● Directions:
Write back every entry exactly as it reads, with the pictures left behind.

┌──

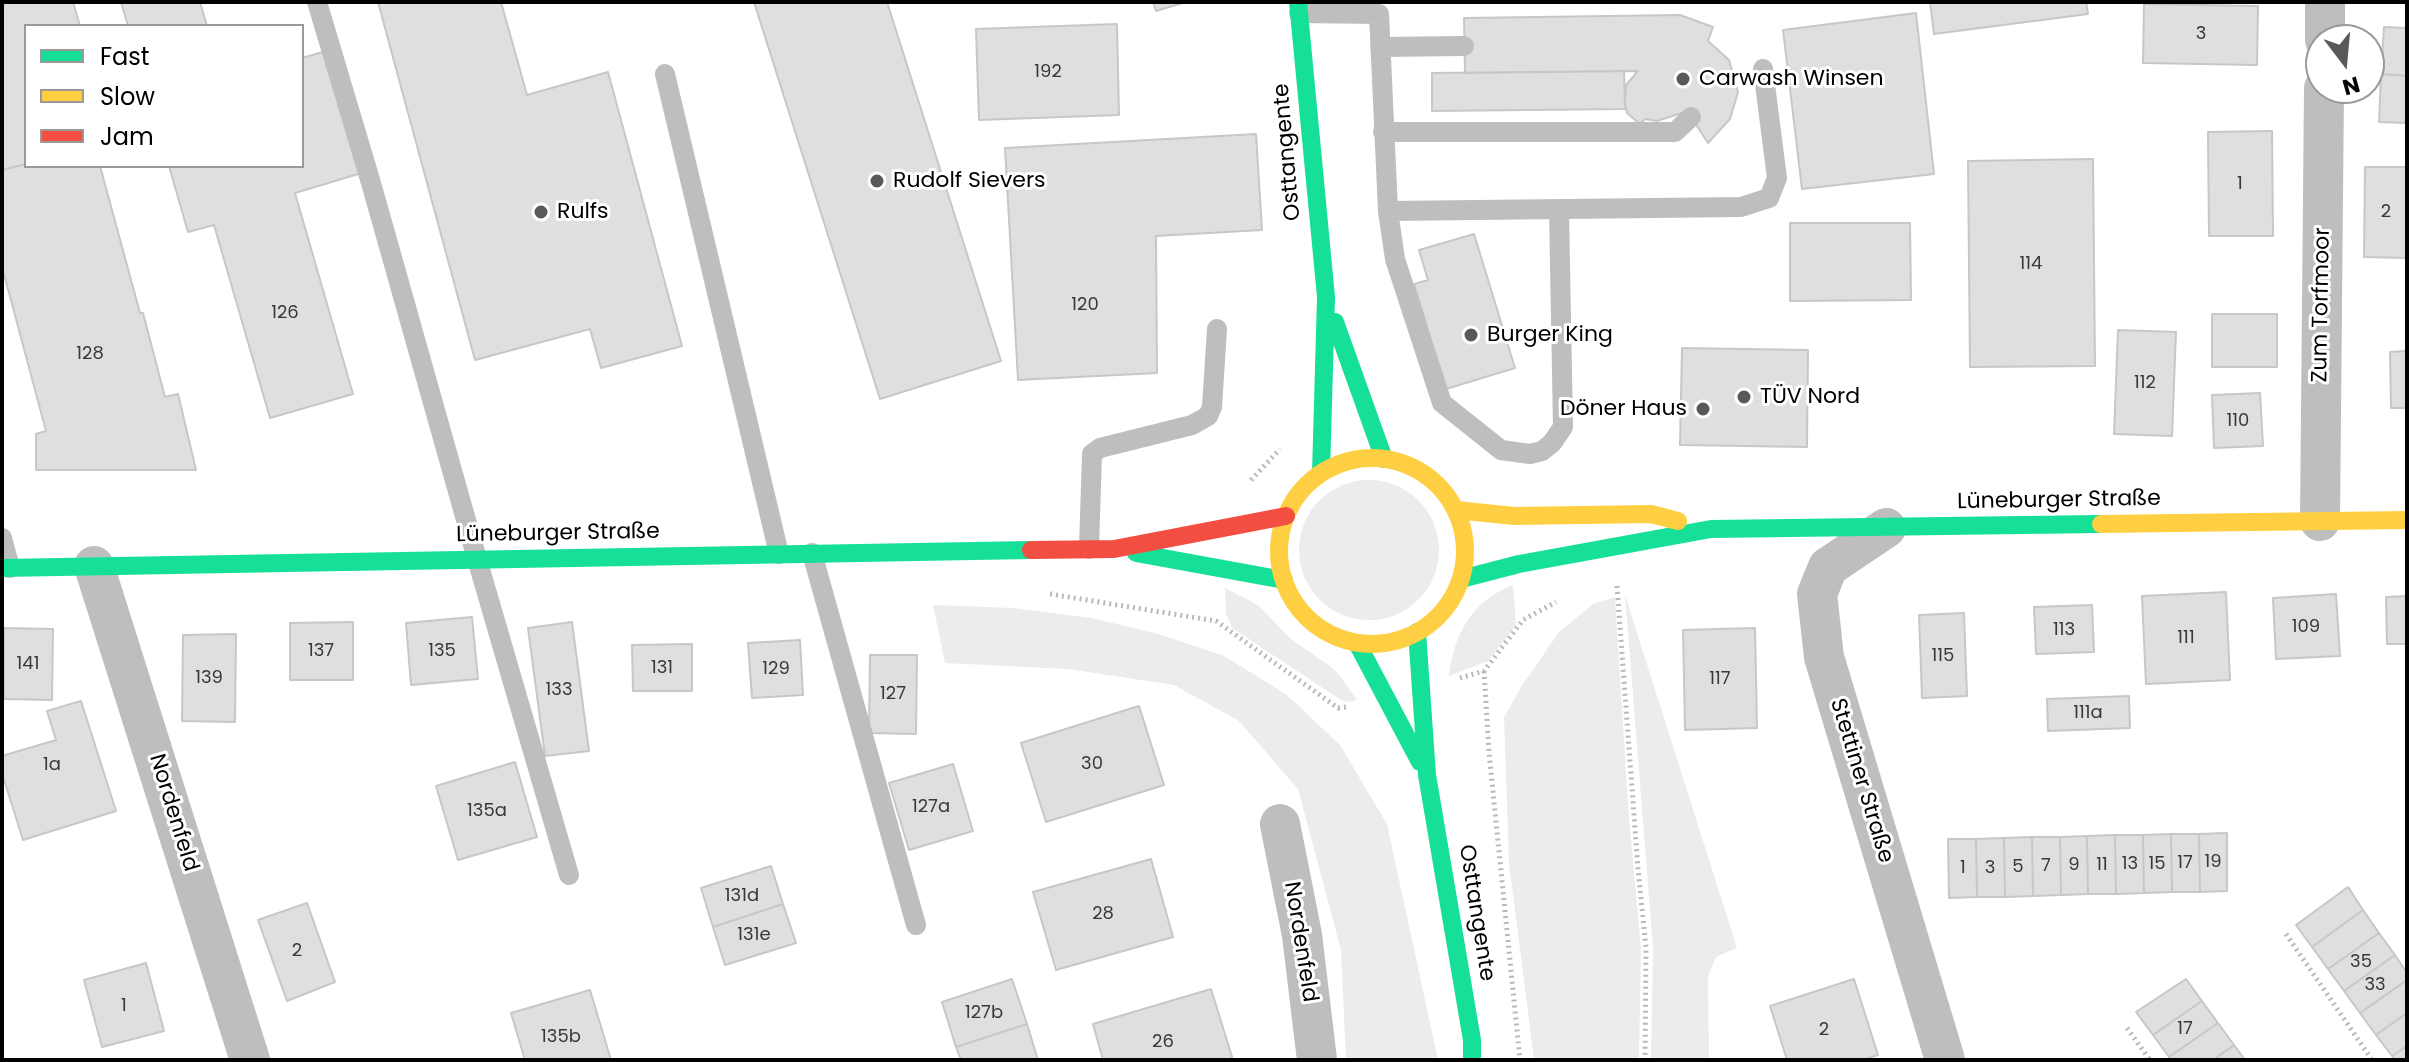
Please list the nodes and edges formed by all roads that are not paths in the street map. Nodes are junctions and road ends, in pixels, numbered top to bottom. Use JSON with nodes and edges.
{"nodes":[{"id":1,"x":317,"y":2,"type":"edge"},
{"id":2,"x":2325,"y":2,"type":"edge"},
{"id":3,"x":1299,"y":8,"type":"edge"},
{"id":4,"x":2325,"y":24,"type":"edge"},
{"id":5,"x":1464,"y":46,"type":"dead end"},
{"id":6,"x":1380,"y":47,"type":"junction"},
{"id":7,"x":1763,"y":69,"type":"dead end"},
{"id":8,"x":665,"y":74,"type":"dead end"},
{"id":9,"x":2324,"y":104,"type":"edge"},
{"id":10,"x":1691,"y":117,"type":"dead end"},
{"id":11,"x":1383,"y":132,"type":"junction"},
{"id":12,"x":1559,"y":210,"type":"junction"},
{"id":13,"x":1388,"y":211,"type":"junction"},
{"id":14,"x":1326,"y":297,"type":"junction"},
{"id":15,"x":1217,"y":329,"type":"dead end"},
{"id":16,"x":1384,"y":459,"type":"junction"},
{"id":17,"x":1321,"y":473,"type":"junction"},
{"id":18,"x":1456,"y":510,"type":"junction"},
{"id":19,"x":1286,"y":516,"type":"junction"},
{"id":20,"x":2407,"y":520,"type":"edge"},
{"id":21,"x":2320,"y":521,"type":"junction"},
{"id":22,"x":1886,"y":528,"type":"junction"},
{"id":23,"x":1711,"y":529,"type":"junction"},
{"id":24,"x":2,"y":538,"type":"edge"},
{"id":25,"x":1089,"y":549,"type":"junction"},
{"id":26,"x":1114,"y":549,"type":"junction"},
{"id":27,"x":812,"y":553,"type":"junction"},
{"id":28,"x":779,"y":554,"type":"junction"},
{"id":29,"x":477,"y":559,"type":"junction"},
{"id":30,"x":94,"y":566,"type":"junction"},
{"id":31,"x":6,"y":568,"type":"edge"},
{"id":32,"x":1461,"y":579,"type":"junction"},
{"id":33,"x":1284,"y":580,"type":"junction"},
{"id":34,"x":1417,"y":632,"type":"junction"},
{"id":35,"x":1357,"y":643,"type":"junction"},
{"id":36,"x":1427,"y":775,"type":"junction"},
{"id":37,"x":1280,"y":824,"type":"dead end"},
{"id":38,"x":569,"y":875,"type":"dead end"},
{"id":39,"x":916,"y":925,"type":"dead end"},
{"id":40,"x":250,"y":1060,"type":"edge"},
{"id":41,"x":1317,"y":1060,"type":"edge"},
{"id":42,"x":1472,"y":1060,"type":"edge"},
{"id":43,"x":1945,"y":1060,"type":"edge"}],
"edges":[{"from":1,"to":29,"type":"lane"},
{"from":2,"to":4,"type":"street"},
{"from":3,"to":6,"type":"lane"},
{"from":3,"to":14,"type":"main road","name":"Osttangente"},
{"from":5,"to":6,"type":"lane"},
{"from":6,"to":11,"type":"lane"},
{"from":7,"to":12,"type":"lane"},
{"from":8,"to":28,"type":"lane"},
{"from":9,"to":21,"type":"street","name":"Zum Torfmoor"},
{"from":10,"to":11,"type":"lane"},
{"from":11,"to":13,"type":"lane"},
{"from":12,"to":13,"type":"lane"},
{"from":12,"to":13,"type":"lane"},
{"from":14,"to":16,"type":"main road","name":"Osttangente"},
{"from":14,"to":17,"type":"main road","name":"Osttangente"},
{"from":15,"to":25,"type":"lane"},
{"from":16,"to":17,"type":"main road"},
{"from":16,"to":18,"type":"main road"},
{"from":17,"to":19,"type":"main road"},
{"from":18,"to":23,"type":"main road","name":"Lüneburger Straße"},
{"from":18,"to":32,"type":"main road"},
{"from":19,"to":26,"type":"main road","name":"Lüneburger Straße"},
{"from":19,"to":33,"type":"main road"},
{"from":20,"to":21,"type":"main road","name":"Lüneburger Straße"},
{"from":21,"to":22,"type":"main road","name":"Lüneburger Straße"},
{"from":22,"to":23,"type":"main road","name":"Lüneburger Straße"},
{"from":22,"to":43,"type":"street","name":"Stettiner Straße"},
{"from":23,"to":32,"type":"main road","name":"Lüneburger Straße"},
{"from":24,"to":31,"type":"lane"},
{"from":25,"to":26,"type":"main road","name":"Lüneburger Straße"},
{"from":25,"to":27,"type":"main road","name":"Lüneburger Straße"},
{"from":26,"to":33,"type":"main road","name":"Lüneburger Straße"},
{"from":27,"to":28,"type":"main road","name":"Lüneburger Straße"},
{"from":27,"to":39,"type":"lane"},
{"from":28,"to":29,"type":"main road","name":"Lüneburger Straße"},
{"from":29,"to":30,"type":"main road","name":"Lüneburger Straße"},
{"from":29,"to":38,"type":"lane"},
{"from":30,"to":31,"type":"main road","name":"Lüneburger Straße"},
{"from":30,"to":40,"type":"street","name":"Nordenfeld"},
{"from":32,"to":34,"type":"main road"},
{"from":33,"to":35,"type":"main road"},
{"from":34,"to":35,"type":"main road"},
{"from":34,"to":36,"type":"main road","name":"Osttangente"},
{"from":35,"to":36,"type":"main road","name":"Osttangente"},
{"from":36,"to":42,"type":"main road","name":"Osttangente"},
{"from":37,"to":41,"type":"street","name":"Nordenfeld"}]}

└──

● Result for this exercise:
Please list the nodes and edges formed by all roads that are not paths in the street map. Nodes are junctions and road ends, in pixels, numbered top to bottom. Use JSON with nodes and edges.
{"nodes":[{"id":1,"x":317,"y":2,"type":"edge"},
{"id":2,"x":2325,"y":2,"type":"edge"},
{"id":3,"x":1299,"y":8,"type":"edge"},
{"id":4,"x":2325,"y":24,"type":"edge"},
{"id":5,"x":1464,"y":46,"type":"dead end"},
{"id":6,"x":1380,"y":47,"type":"junction"},
{"id":7,"x":1763,"y":69,"type":"dead end"},
{"id":8,"x":665,"y":74,"type":"dead end"},
{"id":9,"x":2324,"y":104,"type":"edge"},
{"id":10,"x":1691,"y":117,"type":"dead end"},
{"id":11,"x":1383,"y":132,"type":"junction"},
{"id":12,"x":1559,"y":210,"type":"junction"},
{"id":13,"x":1388,"y":211,"type":"junction"},
{"id":14,"x":1326,"y":297,"type":"junction"},
{"id":15,"x":1217,"y":329,"type":"dead end"},
{"id":16,"x":1384,"y":459,"type":"junction"},
{"id":17,"x":1321,"y":473,"type":"junction"},
{"id":18,"x":1456,"y":510,"type":"junction"},
{"id":19,"x":1286,"y":516,"type":"junction"},
{"id":20,"x":2407,"y":520,"type":"edge"},
{"id":21,"x":2320,"y":521,"type":"junction"},
{"id":22,"x":1886,"y":528,"type":"junction"},
{"id":23,"x":1711,"y":529,"type":"junction"},
{"id":24,"x":2,"y":538,"type":"edge"},
{"id":25,"x":1089,"y":549,"type":"junction"},
{"id":26,"x":1114,"y":549,"type":"junction"},
{"id":27,"x":812,"y":553,"type":"junction"},
{"id":28,"x":779,"y":554,"type":"junction"},
{"id":29,"x":477,"y":559,"type":"junction"},
{"id":30,"x":94,"y":566,"type":"junction"},
{"id":31,"x":6,"y":568,"type":"edge"},
{"id":32,"x":1461,"y":579,"type":"junction"},
{"id":33,"x":1284,"y":580,"type":"junction"},
{"id":34,"x":1417,"y":632,"type":"junction"},
{"id":35,"x":1357,"y":643,"type":"junction"},
{"id":36,"x":1427,"y":775,"type":"junction"},
{"id":37,"x":1280,"y":824,"type":"dead end"},
{"id":38,"x":569,"y":875,"type":"dead end"},
{"id":39,"x":916,"y":925,"type":"dead end"},
{"id":40,"x":250,"y":1060,"type":"edge"},
{"id":41,"x":1317,"y":1060,"type":"edge"},
{"id":42,"x":1472,"y":1060,"type":"edge"},
{"id":43,"x":1945,"y":1060,"type":"edge"}],
"edges":[{"from":1,"to":29,"type":"lane"},
{"from":2,"to":4,"type":"street"},
{"from":3,"to":6,"type":"lane"},
{"from":3,"to":14,"type":"main road","name":"Osttangente"},
{"from":5,"to":6,"type":"lane"},
{"from":6,"to":11,"type":"lane"},
{"from":7,"to":12,"type":"lane"},
{"from":8,"to":28,"type":"lane"},
{"from":9,"to":21,"type":"street","name":"Zum Torfmoor"},
{"from":10,"to":11,"type":"lane"},
{"from":11,"to":13,"type":"lane"},
{"from":12,"to":13,"type":"lane"},
{"from":12,"to":13,"type":"lane"},
{"from":14,"to":16,"type":"main road","name":"Osttangente"},
{"from":14,"to":17,"type":"main road","name":"Osttangente"},
{"from":15,"to":25,"type":"lane"},
{"from":16,"to":17,"type":"main road"},
{"from":16,"to":18,"type":"main road"},
{"from":17,"to":19,"type":"main road"},
{"from":18,"to":23,"type":"main road","name":"Lüneburger Straße"},
{"from":18,"to":32,"type":"main road"},
{"from":19,"to":26,"type":"main road","name":"Lüneburger Straße"},
{"from":19,"to":33,"type":"main road"},
{"from":20,"to":21,"type":"main road","name":"Lüneburger Straße"},
{"from":21,"to":22,"type":"main road","name":"Lüneburger Straße"},
{"from":22,"to":23,"type":"main road","name":"Lüneburger Straße"},
{"from":22,"to":43,"type":"street","name":"Stettiner Straße"},
{"from":23,"to":32,"type":"main road","name":"Lüneburger Straße"},
{"from":24,"to":31,"type":"lane"},
{"from":25,"to":26,"type":"main road","name":"Lüneburger Straße"},
{"from":25,"to":27,"type":"main road","name":"Lüneburger Straße"},
{"from":26,"to":33,"type":"main road","name":"Lüneburger Straße"},
{"from":27,"to":28,"type":"main road","name":"Lüneburger Straße"},
{"from":27,"to":39,"type":"lane"},
{"from":28,"to":29,"type":"main road","name":"Lüneburger Straße"},
{"from":29,"to":30,"type":"main road","name":"Lüneburger Straße"},
{"from":29,"to":38,"type":"lane"},
{"from":30,"to":31,"type":"main road","name":"Lüneburger Straße"},
{"from":30,"to":40,"type":"street","name":"Nordenfeld"},
{"from":32,"to":34,"type":"main road"},
{"from":33,"to":35,"type":"main road"},
{"from":34,"to":35,"type":"main road"},
{"from":34,"to":36,"type":"main road","name":"Osttangente"},
{"from":35,"to":36,"type":"main road","name":"Osttangente"},
{"from":36,"to":42,"type":"main road","name":"Osttangente"},
{"from":37,"to":41,"type":"street","name":"Nordenfeld"}]}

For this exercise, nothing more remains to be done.